__Work request__. Set down all the entries again, word for word.

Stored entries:

=======

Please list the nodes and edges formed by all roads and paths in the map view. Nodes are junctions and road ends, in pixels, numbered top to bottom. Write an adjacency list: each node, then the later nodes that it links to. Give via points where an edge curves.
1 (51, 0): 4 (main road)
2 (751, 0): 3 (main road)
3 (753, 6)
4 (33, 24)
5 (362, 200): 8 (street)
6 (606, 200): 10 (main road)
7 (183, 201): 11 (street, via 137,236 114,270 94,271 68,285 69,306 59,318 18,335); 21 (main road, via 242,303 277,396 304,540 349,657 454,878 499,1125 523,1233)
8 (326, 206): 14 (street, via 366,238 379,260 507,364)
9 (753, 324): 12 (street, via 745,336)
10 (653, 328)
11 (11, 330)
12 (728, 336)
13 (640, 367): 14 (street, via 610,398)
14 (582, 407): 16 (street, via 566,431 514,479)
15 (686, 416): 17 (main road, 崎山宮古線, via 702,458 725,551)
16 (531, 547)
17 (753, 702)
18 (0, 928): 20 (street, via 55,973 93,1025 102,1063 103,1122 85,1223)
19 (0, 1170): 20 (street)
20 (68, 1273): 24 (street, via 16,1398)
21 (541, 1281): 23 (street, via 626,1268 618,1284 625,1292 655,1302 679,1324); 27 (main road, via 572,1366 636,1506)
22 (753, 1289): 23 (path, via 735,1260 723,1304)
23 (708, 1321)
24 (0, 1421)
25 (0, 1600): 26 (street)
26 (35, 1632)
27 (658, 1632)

=======

__Completed exercise__.
Please list the nodes and edges formed by all roads and paths in the map view. Nodes are junctions and road ends, in pixels, numbered top to bottom. Write an adjacency list: each node, then the later nodes that it links to. Give via points where an edge curves.
1 (51, 0): 4 (main road)
2 (751, 0): 3 (main road)
3 (753, 6)
4 (33, 24)
5 (362, 200): 8 (street)
6 (606, 200): 10 (main road)
7 (183, 201): 11 (street, via 137,236 114,270 94,271 68,285 69,306 59,318 18,335); 21 (main road, via 242,303 277,396 304,540 349,657 454,878 499,1125 523,1233)
8 (326, 206): 14 (street, via 366,238 379,260 507,364)
9 (753, 324): 12 (street, via 745,336)
10 (653, 328)
11 (11, 330)
12 (728, 336)
13 (640, 367): 14 (street, via 610,398)
14 (582, 407): 16 (street, via 566,431 514,479)
15 (686, 416): 17 (main road, 崎山宮古線, via 702,458 725,551)
16 (531, 547)
17 (753, 702)
18 (0, 928): 20 (street, via 55,973 93,1025 102,1063 103,1122 85,1223)
19 (0, 1170): 20 (street)
20 (68, 1273): 24 (street, via 16,1398)
21 (541, 1281): 23 (street, via 626,1268 618,1284 625,1292 655,1302 679,1324); 27 (main road, via 572,1366 636,1506)
22 (753, 1289): 23 (path, via 735,1260 723,1304)
23 (708, 1321)
24 (0, 1421)
25 (0, 1600): 26 (street)
26 (35, 1632)
27 (658, 1632)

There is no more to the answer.